# Instructions for the task
Collect each line of the records containing the string "Bonneville".

(Collected data entries)
###

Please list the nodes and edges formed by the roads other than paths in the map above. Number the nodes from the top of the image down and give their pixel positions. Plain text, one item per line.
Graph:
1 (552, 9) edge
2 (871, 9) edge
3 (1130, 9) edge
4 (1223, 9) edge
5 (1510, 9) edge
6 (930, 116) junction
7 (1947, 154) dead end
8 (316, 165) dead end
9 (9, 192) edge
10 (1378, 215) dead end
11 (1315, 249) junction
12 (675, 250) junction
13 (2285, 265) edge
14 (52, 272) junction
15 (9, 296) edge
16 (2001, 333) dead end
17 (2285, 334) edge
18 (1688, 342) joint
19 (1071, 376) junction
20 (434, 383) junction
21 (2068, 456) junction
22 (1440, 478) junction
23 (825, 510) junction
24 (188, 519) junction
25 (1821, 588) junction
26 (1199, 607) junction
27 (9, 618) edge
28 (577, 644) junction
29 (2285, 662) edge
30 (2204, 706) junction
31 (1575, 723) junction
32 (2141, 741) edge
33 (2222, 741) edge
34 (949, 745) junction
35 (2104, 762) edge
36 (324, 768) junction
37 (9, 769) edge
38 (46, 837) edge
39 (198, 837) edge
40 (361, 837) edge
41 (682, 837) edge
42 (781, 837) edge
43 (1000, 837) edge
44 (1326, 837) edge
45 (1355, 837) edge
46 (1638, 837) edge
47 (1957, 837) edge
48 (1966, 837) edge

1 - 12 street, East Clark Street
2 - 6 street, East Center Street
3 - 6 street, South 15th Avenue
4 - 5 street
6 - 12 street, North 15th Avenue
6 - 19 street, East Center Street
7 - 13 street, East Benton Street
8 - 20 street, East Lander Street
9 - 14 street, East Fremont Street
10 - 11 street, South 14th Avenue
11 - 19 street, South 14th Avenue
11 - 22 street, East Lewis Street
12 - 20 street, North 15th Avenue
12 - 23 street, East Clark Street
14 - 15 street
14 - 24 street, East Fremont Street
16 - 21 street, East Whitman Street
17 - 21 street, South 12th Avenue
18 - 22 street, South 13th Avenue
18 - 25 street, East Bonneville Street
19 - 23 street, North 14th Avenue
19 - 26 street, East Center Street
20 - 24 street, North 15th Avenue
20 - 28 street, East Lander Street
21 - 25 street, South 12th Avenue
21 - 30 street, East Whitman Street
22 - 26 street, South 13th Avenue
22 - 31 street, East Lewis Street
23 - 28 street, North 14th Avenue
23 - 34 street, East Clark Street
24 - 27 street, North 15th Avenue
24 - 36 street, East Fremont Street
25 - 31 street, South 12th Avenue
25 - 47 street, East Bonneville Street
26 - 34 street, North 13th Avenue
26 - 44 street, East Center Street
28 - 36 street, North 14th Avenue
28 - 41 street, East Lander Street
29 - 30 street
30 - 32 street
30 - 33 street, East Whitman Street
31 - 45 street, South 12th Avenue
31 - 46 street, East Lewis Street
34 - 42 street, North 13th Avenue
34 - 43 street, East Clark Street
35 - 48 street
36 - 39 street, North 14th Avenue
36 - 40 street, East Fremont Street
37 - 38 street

###

# Exercise answer
18 - 25 street, East Bonneville Street
25 - 47 street, East Bonneville Street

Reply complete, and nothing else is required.